This time I didn't attempt to tube feed my patients I just gave them tiny seeds in their feeder as there was an opening to the esophagus. I think that helped the recovery rate but Spartrix worked incredibly quickly on the throat lesions so it could be that that speeded up their recovery.

I hope that you eradicate this little epidemic quickly. Canker spreads through water, through contaminated seed when pigeons that are unable tp swallow spit it out.

Cynthia


----------



## Skyeking (Jan 17, 2003)

Please, does anyone have any experience in using these products? I don't know how effective it is to put this outside in drinking water for feral pigeons? I am not sure what would be the best solution? Tomorrow I am going to try to examine few more birds to see if they are all sick.[/QUOTE]

It's as effective if they have no or little other source for water. I think it is a good idea.


----------



## ante bozanich (Sep 19, 2006)

Please and sorry, some more questions. Is there a proper way to put the pill down their throats? While I am giving Whitetouch's mate spartrix by tube, since his opening is very narrow, I am giving another pigeon whose canker does not seem has progressed as bad the whole spartrix pill. It went down, but I am not sure if I am doing it in the best way. Also, are any of you familiar with this medication:

_The ultimate single dose treatment of Trichomoniasis (cropcanker) in pigeons and raptors. Metronidazole, the active ingredient in Meditrich, is one of the safest and most effective treatments against Trichomoniasis in pigeons and raptors. _ http://www.jedds.com/ProductDetail.asp?MainCategoryID=64&SubCategoryID=539&ProductID=2396

I think this sounds good because this way i can catch them give them the pill and let them go. The pigeon who I gave the spartrix pill today I have to capture at least four more times to give her the rest of the four pills dosage.

Cynthia, I don't know how you did it. You must have kept them all in. You are a saint. 

Anyway, I have checked four more pigeons today, the once who I have noticed have been scratching the sides of their heads or opening their beak upwards in the air, and as far as I can see they are OK. Some of their mouths are darker then the others but I couldn't see any swellings, lesions or the white-yellow matter. I've looked as deep as I could using a cotton swab. I don't know what other symptoms I should be looking for? It seems that head scratching and opening of their beaks up in the air is not a valid sign of canker presence. Do pigeons do this for no reason? I don't remember noticing this before.

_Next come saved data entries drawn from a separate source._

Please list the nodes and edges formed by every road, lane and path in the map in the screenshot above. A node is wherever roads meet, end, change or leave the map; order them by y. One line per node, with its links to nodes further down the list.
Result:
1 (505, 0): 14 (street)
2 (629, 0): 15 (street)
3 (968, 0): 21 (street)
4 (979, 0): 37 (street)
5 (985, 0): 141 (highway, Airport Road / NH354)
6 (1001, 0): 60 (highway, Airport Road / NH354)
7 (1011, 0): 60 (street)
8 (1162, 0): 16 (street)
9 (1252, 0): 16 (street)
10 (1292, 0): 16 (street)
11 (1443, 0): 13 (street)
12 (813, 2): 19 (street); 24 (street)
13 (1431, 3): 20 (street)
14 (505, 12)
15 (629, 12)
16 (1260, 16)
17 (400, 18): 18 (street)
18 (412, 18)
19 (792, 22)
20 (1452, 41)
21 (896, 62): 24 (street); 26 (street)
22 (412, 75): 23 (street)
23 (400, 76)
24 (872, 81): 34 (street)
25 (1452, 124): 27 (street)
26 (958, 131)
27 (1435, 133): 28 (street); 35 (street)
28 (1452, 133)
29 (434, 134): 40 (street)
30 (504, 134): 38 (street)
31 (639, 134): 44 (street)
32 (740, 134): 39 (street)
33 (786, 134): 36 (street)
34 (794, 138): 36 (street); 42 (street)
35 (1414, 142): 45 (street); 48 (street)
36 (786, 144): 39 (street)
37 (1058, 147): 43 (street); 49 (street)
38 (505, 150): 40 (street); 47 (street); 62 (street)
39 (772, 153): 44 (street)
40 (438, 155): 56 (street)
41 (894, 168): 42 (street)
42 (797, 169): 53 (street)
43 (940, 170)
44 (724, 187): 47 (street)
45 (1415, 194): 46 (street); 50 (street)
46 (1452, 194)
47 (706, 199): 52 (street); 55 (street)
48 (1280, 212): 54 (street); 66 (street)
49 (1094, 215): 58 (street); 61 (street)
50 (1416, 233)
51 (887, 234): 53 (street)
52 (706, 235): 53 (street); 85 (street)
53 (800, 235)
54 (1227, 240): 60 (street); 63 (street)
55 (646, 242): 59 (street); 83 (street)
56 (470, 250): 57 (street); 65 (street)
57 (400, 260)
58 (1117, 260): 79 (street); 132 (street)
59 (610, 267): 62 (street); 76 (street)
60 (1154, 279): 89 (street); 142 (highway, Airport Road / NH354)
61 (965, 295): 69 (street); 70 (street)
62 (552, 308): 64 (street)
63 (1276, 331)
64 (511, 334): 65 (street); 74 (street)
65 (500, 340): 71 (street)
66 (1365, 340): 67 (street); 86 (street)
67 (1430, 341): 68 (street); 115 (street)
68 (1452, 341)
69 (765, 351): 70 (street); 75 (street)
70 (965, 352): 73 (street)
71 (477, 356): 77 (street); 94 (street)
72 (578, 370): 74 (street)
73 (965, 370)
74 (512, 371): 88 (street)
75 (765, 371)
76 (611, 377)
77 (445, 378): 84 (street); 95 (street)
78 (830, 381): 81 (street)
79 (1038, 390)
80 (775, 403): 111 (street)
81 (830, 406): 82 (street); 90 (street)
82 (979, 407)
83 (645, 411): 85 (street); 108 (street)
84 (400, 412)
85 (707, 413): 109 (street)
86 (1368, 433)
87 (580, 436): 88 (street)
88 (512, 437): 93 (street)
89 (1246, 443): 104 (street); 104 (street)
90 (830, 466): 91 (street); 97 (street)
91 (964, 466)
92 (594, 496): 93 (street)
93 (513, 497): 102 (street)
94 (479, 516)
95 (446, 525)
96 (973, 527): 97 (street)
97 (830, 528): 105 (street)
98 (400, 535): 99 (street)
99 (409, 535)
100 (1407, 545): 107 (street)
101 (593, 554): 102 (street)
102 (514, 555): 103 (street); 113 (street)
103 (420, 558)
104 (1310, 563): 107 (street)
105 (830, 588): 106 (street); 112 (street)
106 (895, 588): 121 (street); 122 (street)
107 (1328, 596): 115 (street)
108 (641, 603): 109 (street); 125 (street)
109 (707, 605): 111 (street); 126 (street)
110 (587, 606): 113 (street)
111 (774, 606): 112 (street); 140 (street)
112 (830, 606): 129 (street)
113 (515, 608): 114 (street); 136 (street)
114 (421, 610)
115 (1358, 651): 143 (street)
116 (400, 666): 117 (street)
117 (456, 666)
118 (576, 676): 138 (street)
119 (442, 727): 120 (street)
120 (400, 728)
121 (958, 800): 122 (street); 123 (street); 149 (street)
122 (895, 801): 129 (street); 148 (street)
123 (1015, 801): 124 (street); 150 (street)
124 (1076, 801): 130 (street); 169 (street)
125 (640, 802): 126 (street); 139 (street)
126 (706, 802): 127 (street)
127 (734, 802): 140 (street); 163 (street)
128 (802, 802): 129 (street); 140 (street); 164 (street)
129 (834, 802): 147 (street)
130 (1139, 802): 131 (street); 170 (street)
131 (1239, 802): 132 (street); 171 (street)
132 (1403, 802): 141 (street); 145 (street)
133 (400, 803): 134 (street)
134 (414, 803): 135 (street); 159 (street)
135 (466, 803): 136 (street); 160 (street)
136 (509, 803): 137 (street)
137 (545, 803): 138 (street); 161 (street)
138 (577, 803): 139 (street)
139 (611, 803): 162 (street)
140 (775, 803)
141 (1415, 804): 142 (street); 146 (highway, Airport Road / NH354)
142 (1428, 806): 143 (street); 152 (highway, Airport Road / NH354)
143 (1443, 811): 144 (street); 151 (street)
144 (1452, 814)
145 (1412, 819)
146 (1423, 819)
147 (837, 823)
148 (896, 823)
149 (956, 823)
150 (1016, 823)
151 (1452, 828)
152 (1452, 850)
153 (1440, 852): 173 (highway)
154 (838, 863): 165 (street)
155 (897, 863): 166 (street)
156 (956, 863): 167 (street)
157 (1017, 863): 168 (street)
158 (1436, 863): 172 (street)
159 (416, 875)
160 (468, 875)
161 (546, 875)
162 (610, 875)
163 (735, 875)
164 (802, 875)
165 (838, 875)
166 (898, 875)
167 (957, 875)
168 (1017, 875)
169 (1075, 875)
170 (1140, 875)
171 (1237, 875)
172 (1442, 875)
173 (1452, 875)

As far as Whitetouch... it's been hard, as if a large peace of me is missing... you know that feeling of a heavy lump in your throat and your chest which brings tears in your eyes. Anything is possible but two most likely scenarios keep going through my head. First, canker has killed her, which is strange because last Friday or Saturday, when I have seen her come to my place for the food for the last time, I do not remember noticing anything unusual in her behavior. But then lately I had been preoccupied by too many things and I might have unfortunately missed any sign of her being ill. The other and a hopeful possibility is, I see, as someone else out there with a kind heart noticing that she was in trouble and has taken her in. I will probably never know.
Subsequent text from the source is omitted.